Validation of an Accurate Automated Multiplex Immunofluorescence Method for Immuno-Profiling Melanoma

Zarwa Yaseen; Tuba N Gide; Jordan W Conway; Alison J Potter; Camelia Quek; Angela M Hong; Georgina V Long; Richard A Scolyer; James S Wilmott

doi:10.3389/fmolb.2022.810858

Validation of an Accurate Automated Multiplex Immunofluorescence Method for Immuno-Profiling Melanoma

Front Mol Biosci. 2022 May 19:9:810858. doi: 10.3389/fmolb.2022.810858. eCollection 2022.

Authors

Zarwa Yaseen^{1

2

3}, Tuba N Gide^{1

2

3}, Jordan W Conway^{1

2

3}, Alison J Potter^{1

2

4

5}, Camelia Quek^{1

2

3}, Angela M Hong^{1

3

6}, Georgina V Long^{1

2

3

7

8}, Richard A Scolyer^{1

2

3

4}, James S Wilmott^{1

2

3}

Affiliations

¹ Melanoma Institute Australia, The University of Sydney, Sydney, NSW, Australia.
² Charles Perkins Centre, The University of Sydney, Sydney, NSW, Australia.
³ Faculty of Medicine and Health, Sydney Medical School, The University of Sydney, Sydney, NSW, Australia.
⁴ Royal Prince Alfred Hospital and NSW Health Pathology, Sydney, NSW, Australia.
⁵ Faculty of Medicine and Health, University of New South Wales, Sydney, NSW, Australia.
⁶ GenesisCare, Radiation Oncology, Mater Hospital, Sydney, NSW, Australia.
⁷ Royal North Shore Hospital, Sydney, NSW, Australia.
⁸ Mater Hospital, Sydney, NSW, Australia.

Abstract

Multiplex immunofluorescence staining enables the simultaneous detection of multiple immune markers in a single tissue section, and is a useful tool for the identification of specific cell populations within the tumour microenvironment. However, this technology has rarely been validated against standard clinical immunohistology, which is a barrier for its integration into clinical practice. This study sought to validate and investigate the accuracy, precision and reproducibility of a multiplex immunofluorescence compared with immunohistochemistry (IHC), including tissue staining, imaging and analysis, in characterising the expression of immune and melanoma markers in both the tumour and its microenvironment. Traditional chromogenic IHC, single-plex immunofluorescence and multiplex immunofluorescence were each performed on serial tissue sections of a formalin-fixed paraffin-embedded (FFPE) tissue microarray containing metastatic melanoma specimens from 67 patients.
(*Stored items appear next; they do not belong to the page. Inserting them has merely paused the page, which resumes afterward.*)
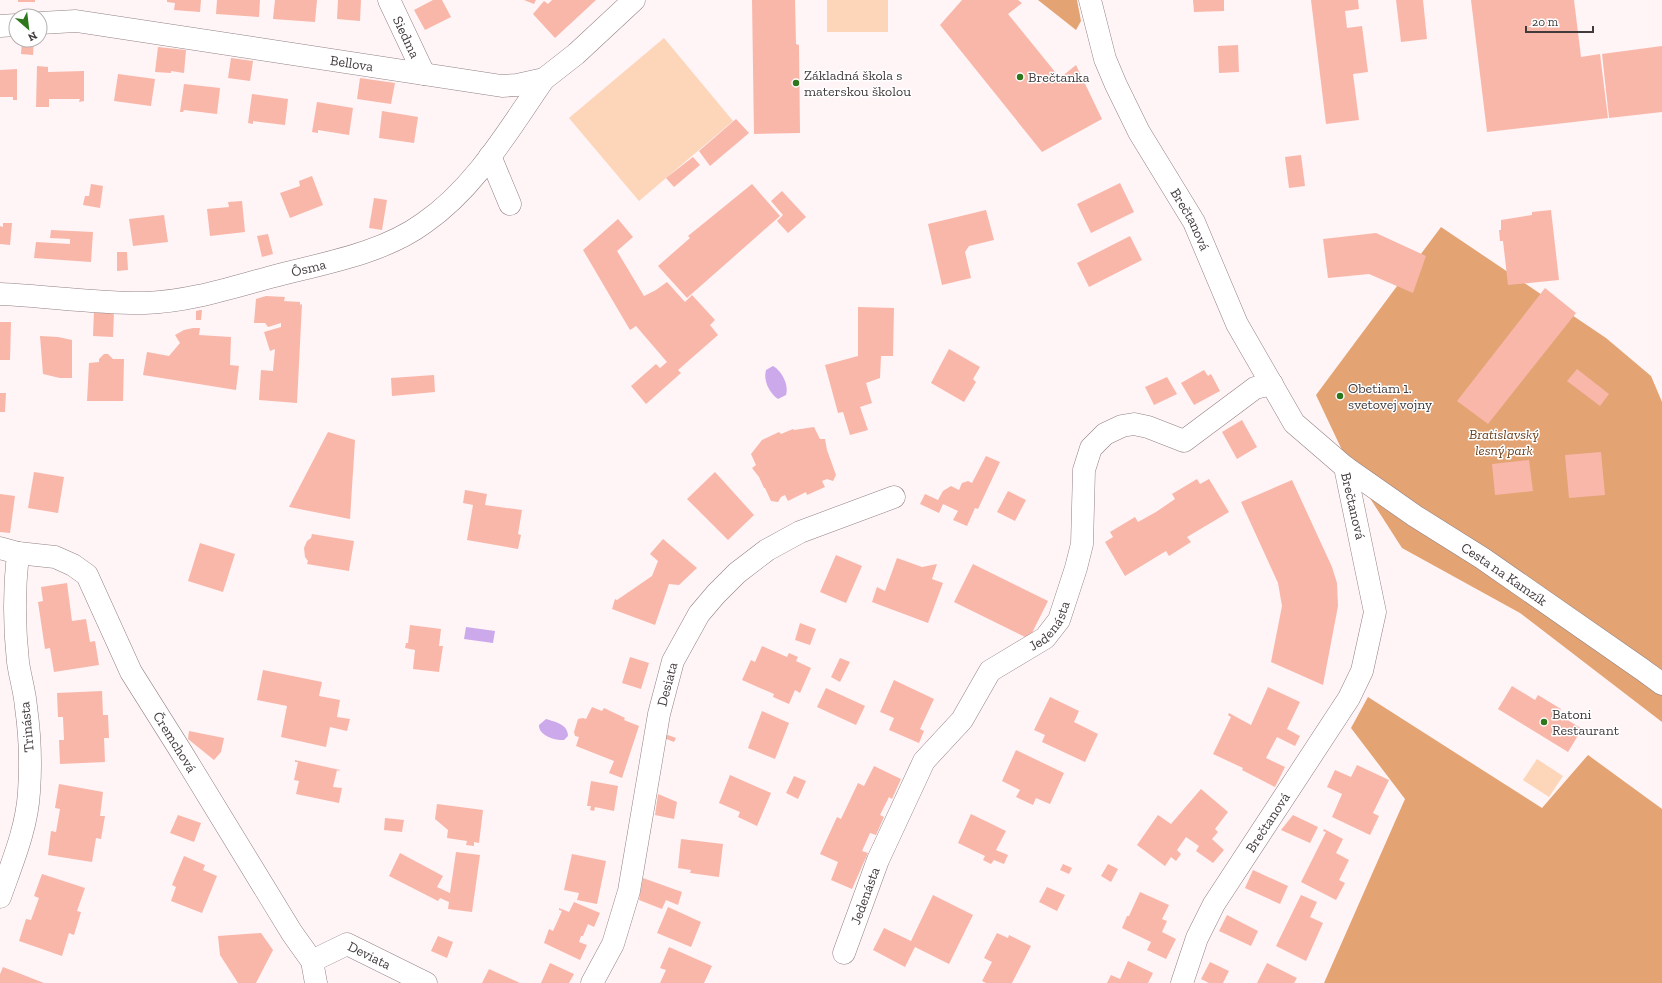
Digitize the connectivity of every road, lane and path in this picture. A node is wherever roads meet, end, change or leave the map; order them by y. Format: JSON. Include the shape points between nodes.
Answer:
{"nodes":[{"id":1,"x":389,"y":0,"type":"edge"},
{"id":2,"x":634,"y":0,"type":"edge"},
{"id":3,"x":1090,"y":0,"type":"edge"},
{"id":4,"x":48,"y":24,"type":"edge"},
{"id":5,"x":424,"y":74,"type":"junction"},
{"id":6,"x":544,"y":78,"type":"junction"},
{"id":7,"x":484,"y":164,"type":"junction"},
{"id":8,"x":510,"y":204,"type":"dead end"},
{"id":9,"x":0,"y":294,"type":"edge"},
{"id":10,"x":1272,"y":384,"type":"junction"},
{"id":11,"x":1345,"y":467,"type":"junction"},
{"id":12,"x":894,"y":498,"type":"dead end"},
{"id":13,"x":9,"y":551,"type":"edge"},
{"id":14,"x":1662,"y":684,"type":"edge"},
{"id":15,"x":0,"y":898,"type":"edge"},
{"id":16,"x":844,"y":953,"type":"dead end"},
{"id":17,"x":312,"y":961,"type":"junction"},
{"id":18,"x":316,"y":983,"type":"edge"},
{"id":19,"x":426,"y":983,"type":"edge"},
{"id":20,"x":592,"y":983,"type":"edge"},
{"id":21,"x":1182,"y":983,"type":"edge"}],
"edges":[{"from":1,"to":5,"type":"street","name":"Siedma"},
{"from":2,"to":6,"type":"street","name":"Bellova","via":[[576,54]]},
{"from":3,"to":10,"type":"street","name":"Brečtanová","via":[[1105,59],[1116,85],[1139,132],[1194,222],[1237,324]]},
{"from":4,"to":5,"type":"street","name":"Bellova","via":[[76,22]]},
{"from":5,"to":6,"type":"street","name":"Bellova","via":[[502,86],[530,83]]},
{"from":6,"to":7,"type":"street","name":"Ôsma"},
{"from":7,"to":8,"type":"street"},
{"from":7,"to":9,"type":"street","name":"Ôsma","via":[[448,204],[408,234],[338,259],[183,299],[145,303]]},
{"from":10,"to":11,"type":"street","name":"Brečtanová","via":[[1294,423]]},
{"from":10,"to":16,"type":"street","name":"Jedenásta","via":[[1255,388],[1184,441],[1134,424],[1117,427],[1096,442],[1084,470],[1083,524],[1079,556],[1059,620],[1045,638],[990,671],[962,720],[924,761],[878,860]]},
{"from":11,"to":14,"type":"street","name":"Cesta na Kamzík","via":[[1415,516],[1482,558]]},
{"from":11,"to":21,"type":"street","name":"Brečtanová","via":[[1374,612],[1362,671],[1349,698],[1214,904],[1197,938]]},
{"from":12,"to":20,"type":"street","name":"Desiata","via":[[800,532],[767,550],[737,572],[698,614],[672,661],[659,714],[629,891],[613,944]]},
{"from":13,"to":15,"type":"street","name":"Trinásta","via":[[18,663],[30,748],[29,794],[20,837]]},
{"from":13,"to":17,"type":"street","name":"Čremchová","via":[[55,557],[87,575],[131,672],[292,933]]},
{"from":17,"to":18,"type":"street","name":"Čremchová"},
{"from":17,"to":19,"type":"street","name":"Deviata","via":[[347,944]]}]}
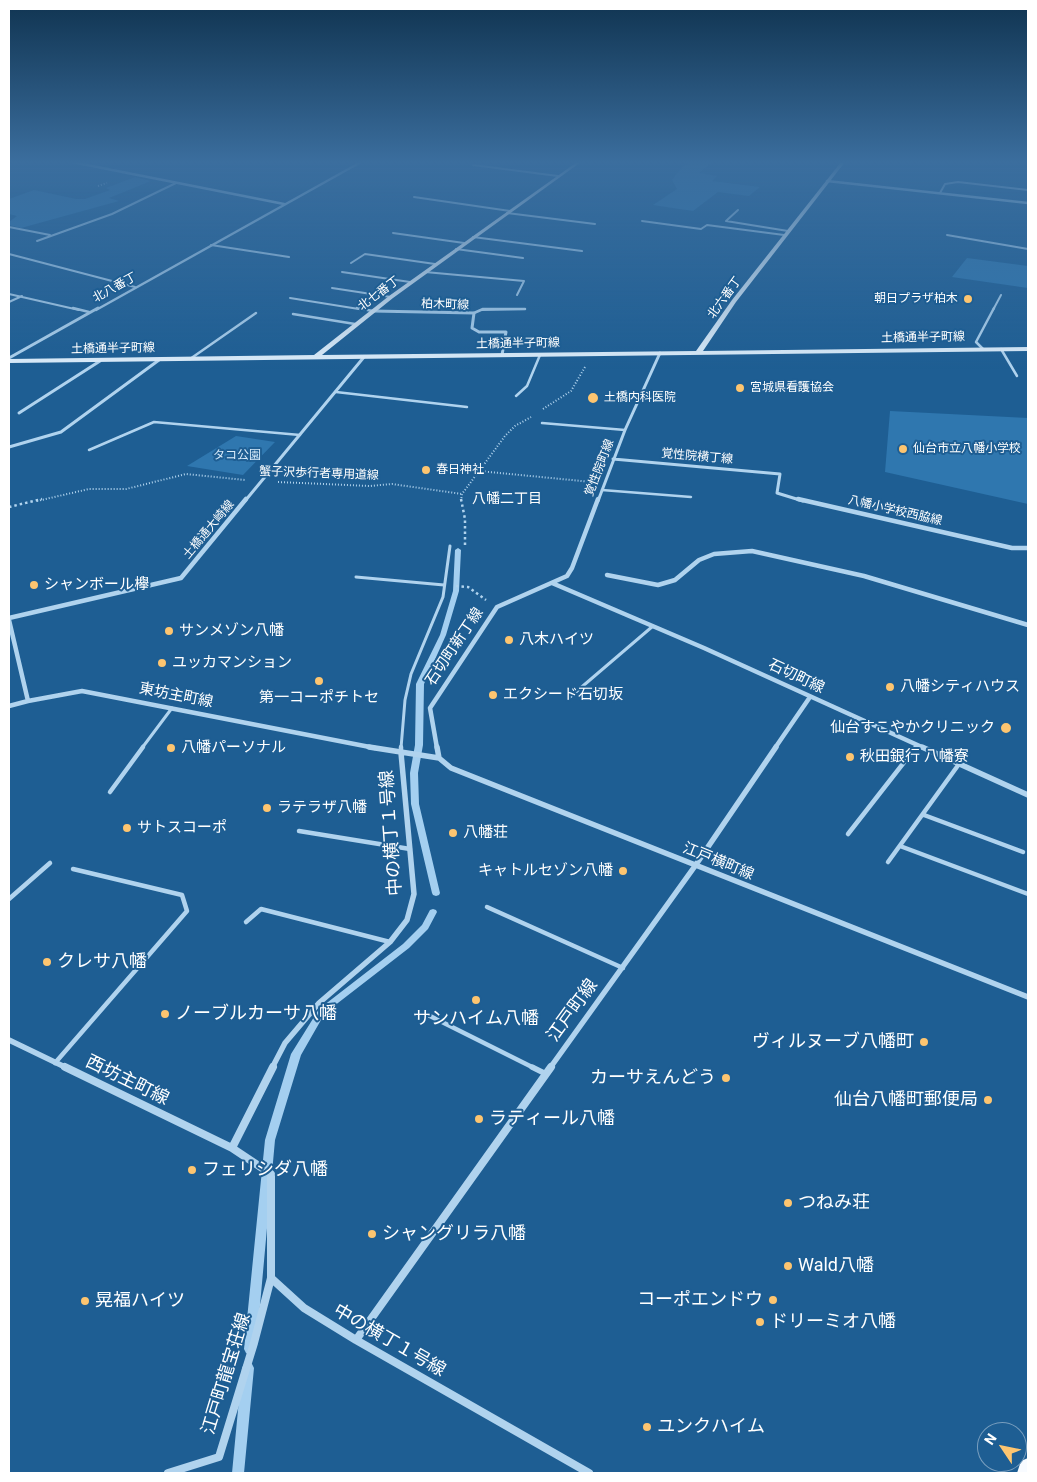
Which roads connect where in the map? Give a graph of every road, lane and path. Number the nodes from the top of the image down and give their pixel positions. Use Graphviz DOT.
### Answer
graph roads {
  1 [pos="29,231"];
  2 [pos="65,231"];
  3 [pos="235,231"];
  4 [pos="481,231"];
  5 [pos="768,231"];
  6 [pos="777,231"];
  7 [pos="393,233"];
  8 [pos="786,233"];
  9 [pos="947,235"];
  10 [pos="52,236"];
  11 [pos="472,237"];
  12 [pos="37,241"];
  13 [pos="464,243"];
  14 [pos="210,245"];
  15 [pos="456,249"];
  16 [pos="1028,249"];
  17 [pos="582,250"];
  18 [pos="9,254"];
  19 [pos="288,257"];
  20 [pos="523,258"];
  21 [pos="351,263"];
  22 [pos="435,264"];
  23 [pos="342,272"];
  24 [pos="425,272"];
  25 [pos="410,282"];
  26 [pos="135,287"];
  27 [pos="332,288"];
  28 [pos="9,294"];
  29 [pos="517,295"];
  30 [pos="1001,295"];
  31 [pos="22,296"];
  32 [pos="391,297"];
  33 [pos="290,298"];
  34 [pos="9,302"];
  35 [pos="525,309"];
  36 [pos="373,311"];
  37 [pos="89,312"];
  38 [pos="256,313"];
  39 [pos="474,313"];
  40 [pos="293,314"];
  41 [pos="356,324"];
  42 [pos="983,349"];
  43 [pos="1001,349"];
  44 [pos="1028,349"];
  45 [pos="660,353"];
  46 [pos="698,353"];
  47 [pos="502,355"];
  48 [pos="540,355"];
  49 [pos="364,357"];
  50 [pos="9,358"];
  51 [pos="315,358"];
  52 [pos="159,360"];
  53 [pos="189,360"];
  54 [pos="100,361"];
  55 [pos="589,361"];
  56 [pos="1016,376"];
  57 [pos="336,392"];
  58 [pos="516,396"];
  59 [pos="467,407"];
  60 [pos="20,413"];
  61 [pos="542,423"];
  62 [pos="625,430"];
  63 [pos="300,436"];
  64 [pos="9,447"];
  65 [pos="89,450"];
  66 [pos="613,460"];
  67 [pos="479,471"];
  68 [pos="780,474"];
  69 [pos="263,482"];
  70 [pos="603,483"];
  71 [pos="602,490"];
  72 [pos="462,494"];
  73 [pos="691,497"];
  74 [pos="9,506"];
  75 [pos="465,545"];
  76 [pos="450,546"];
  77 [pos="1028,548"];
  78 [pos="607,576"];
  79 [pos="356,578"];
  80 [pos="552,583"];
  81 [pos="444,585"];
  82 [pos="465,587"];
  83 [pos="497,607"];
  84 [pos="9,619"];
  85 [pos="1028,625"];
  86 [pos="653,626"];
  87 [pos="570,697"];
  88 [pos="810,697"];
  89 [pos="28,701"];
  90 [pos="9,706"];
  91 [pos="172,708"];
  92 [pos="917,745"];
  93 [pos="404,753"];
  94 [pos="439,758"];
  95 [pos="958,764"];
  96 [pos="110,792"];
  97 [pos="1028,795"];
  98 [pos="924,815"];
  99 [pos="299,831"];
  100 [pos="848,834"];
  101 [pos="900,846"];
  102 [pos="410,849"];
  103 [pos="1023,852"];
  104 [pos="888,862"];
  105 [pos="50,863"];
  106 [pos="695,866"];
  107 [pos="73,869"];
  108 [pos="1028,894"];
  109 [pos="9,899"];
  110 [pos="487,907"];
  111 [pos="246,922"];
  112 [pos="390,942"];
  113 [pos="623,968"];
  114 [pos="1028,996"];
  115 [pos="428,1015"];
  116 [pos="9,1040"];
  117 [pos="55,1063"];
  118 [pos="546,1074"];
  119 [pos="232,1148"];
  120 [pos="271,1278"];
  121 [pos="356,1340"];
  122 [pos="1028,1468"];
  123 [pos="168,1473"];
  124 [pos="589,1473"];
  125 [pos="1027,1473"];
  1 -- 10 [label="lane"];
  2 -- 10 [label="lane"];
  3 -- 14 [label="street, 北八番丁"];
  4 -- 11 [label="street, 北七番丁"];
  5 -- 8 [label="lane"];
  6 -- 8 [label="lane"];
  7 -- 13 [label="lane"];
  8 -- 46 [label="street, 北六番丁"];
  9 -- 16 [label="lane"];
  10 -- 12 [label="lane"];
  11 -- 13 [label="street, 北七番丁"];
  11 -- 17 [label="lane"];
  13 -- 15 [label="street, 北七番丁"];
  14 -- 19 [label="lane"];
  14 -- 26 [label="street, 北八番丁"];
  15 -- 20 [label="lane"];
  15 -- 22 [label="street, 北七番丁"];
  18 -- 26 [label="lane"];
  21 -- 22 [label="lane"];
  22 -- 24 [label="street, 北七番丁"];
  23 -- 25 [label="lane"];
  24 -- 25 [label="street, 北七番丁"];
  24 -- 29 [label="lane"];
  25 -- 32 [label="street, 北七番丁"];
  26 -- 37 [label="street, 北八番丁"];
  27 -- 32 [label="lane"];
  28 -- 31 [label="lane"];
  30 -- 42 [label="lane"];
  31 -- 34 [label="lane"];
  31 -- 37 [label="lane"];
  32 -- 36 [label="street, 北七番丁"];
  33 -- 36 [label="lane"];
  35 -- 39 [label="lane"];
  36 -- 39 [label="street, 柏木町線"];
  36 -- 41 [label="street, 北七番丁"];
  37 -- 50 [label="street, 北八番丁"];
  38 -- 53 [label="lane"];
  39 -- 47 [label="street, 柏木町線"];
  40 -- 41 [label="lane"];
  41 -- 51 [label="street, 北七番丁"];
  42 -- 43 [label="street, 土橋通半子町線"];
  42 -- 46 [label="street, 土橋通半子町線"];
  43 -- 44 [label="street, 土橋通半子町線"];
  43 -- 56 [label="lane"];
  45 -- 46 [label="street, 土橋通半子町線"];
  45 -- 48 [label="street, 土橋通半子町線"];
  45 -- 62 [label="street, 覚性院町線"];
  47 -- 48 [label="street, 土橋通半子町線"];
  47 -- 49 [label="street, 土橋通半子町線"];
  48 -- 58 [label="lane"];
  49 -- 51 [label="street, 土橋通半子町線"];
  49 -- 57 [label="street, 土橋通大崎線"];
  50 -- 54 [label="street, 土橋通半子町線"];
  51 -- 53 [label="street, 土橋通半子町線"];
  52 -- 53 [label="street, 土橋通半子町線"];
  52 -- 54 [label="street, 土橋通半子町線"];
  52 -- 64 [label="street"];
  54 -- 60 [label="street"];
  55 -- 67 [label="path"];
  57 -- 59 [label="lane"];
  57 -- 63 [label="street, 土橋通大崎線"];
  61 -- 62 [label="lane"];
  62 -- 66 [label="street, 覚性院町線"];
  63 -- 65 [label="lane"];
  63 -- 69 [label="street, 土橋通大崎線"];
  66 -- 68 [label="street, 覚性院横丁線"];
  66 -- 70 [label="street, 覚性院町線"];
  67 -- 70 [label="path"];
  67 -- 72 [label="path"];
  68 -- 77 [label="street, 八幡小学校西脇線"];
  69 -- 72 [label="path, 蟹子沢歩行者専用道線"];
  69 -- 74 [label="path, 蟹子沢歩行者専用道線"];
  69 -- 84 [label="street, 土橋通大崎線"];
  70 -- 71 [label="street, 覚性院町線"];
  71 -- 73 [label="lane"];
  71 -- 80 [label="street, 覚性院町線"];
  72 -- 75 [label="path"];
  76 -- 81 [label="lane"];
  78 -- 85 [label="street"];
  79 -- 81 [label="lane"];
  80 -- 83 [label="street, 石切町新丁線"];
  80 -- 86 [label="street, 石切町線"];
  81 -- 93 [label="lane"];
  82 -- 83 [label="path"];
  83 -- 94 [label="street, 石切町新丁線"];
  84 -- 89 [label="street"];
  86 -- 87 [label="lane"];
  86 -- 88 [label="street, 石切町線"];
  88 -- 92 [label="street, 石切町線"];
  88 -- 106 [label="street, 江戸町線"];
  89 -- 90 [label="street, 東坊主町線"];
  89 -- 91 [label="street, 東坊主町線"];
  91 -- 93 [label="street, 東坊主町線"];
  91 -- 96 [label="lane"];
  92 -- 95 [label="street, 石切町線"];
  92 -- 100 [label="lane"];
  93 -- 94 [label="street, 江戸横町線"];
  93 -- 102 [label="street, 中の横丁１号線"];
  94 -- 106 [label="street, 江戸横町線"];
  95 -- 97 [label="street, 石切町線"];
  95 -- 98 [label="lane"];
  98 -- 101 [label="lane"];
  98 -- 103 [label="lane"];
  99 -- 102 [label="lane"];
  101 -- 104 [label="lane"];
  101 -- 108 [label="lane"];
  102 -- 112 [label="street, 中の横丁１号線"];
  105 -- 109 [label="lane"];
  106 -- 113 [label="street, 江戸町線"];
  106 -- 114 [label="street, 江戸横町線"];
  107 -- 117 [label="lane"];
  110 -- 113 [label="lane"];
  111 -- 112 [label="lane"];
  112 -- 119 [label="street, 中の横丁１号線"];
  113 -- 118 [label="street, 江戸町線"];
  115 -- 118 [label="lane"];
  116 -- 117 [label="street, 西坊主町線"];
  117 -- 119 [label="street, 西坊主町線"];
  118 -- 121 [label="street, 江戸町線"];
  119 -- 120 [label="street"];
  120 -- 121 [label="street, 中の横丁１号線"];
  120 -- 123 [label="street, 江戸町龍宝荘線"];
  121 -- 124 [label="street, 中の横丁１号線"];
  122 -- 125 [label="main road"];
}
The panel included the immune cell markers CD8, CD68, CD16, the immune checkpoint PD-L1, and melanoma tumour marker SOX10. Slides were stained with the Opal^™ 7 colour Kit (Akoya Biosciences) on the intelliPATH autostainer (Biocare Medical) and imaged using the Vectra 3.0.5 microscope. Marker expression was quantified using Halo v.3.2.181 (Indica Labs). Comparison of the IHC and single-plex immunofluorescence revealed highly significant positive correlations between the cell densities of CD8, CD68, CD16, PD-L1 and SOX10 marker positive cells (Spearman's rho = 0.927 to 0.750, p < 0.0001). Highly significant correlations were also observed for all markers between single-plex immunofluorescence and multiplex immunofluorescence staining (Spearman's rho >0.9, p < 0.0001). Finally, correlation analysis of the three multiplex replicates revealed a high degree of reproducibility between slides (Spearman's rho >0.940, p < 0.0001). Together, these data highlight the reliability and validity of multiplex immunofluorescence in accurately profiling the tumour and its associated microenvironment using FFPE metastatic melanoma specimens. This validated multiplex panel can be utilised for research evaluating melanoma and its microenvironment, such as studies performed to predict patient response or resistance to immunotherapies.

Keywords: immunohistochemistry; immunotherapy; melanoma; multiplex immunofluorescence; multispectral imaging; pathology; predictive biomarker; tumour microenvironment.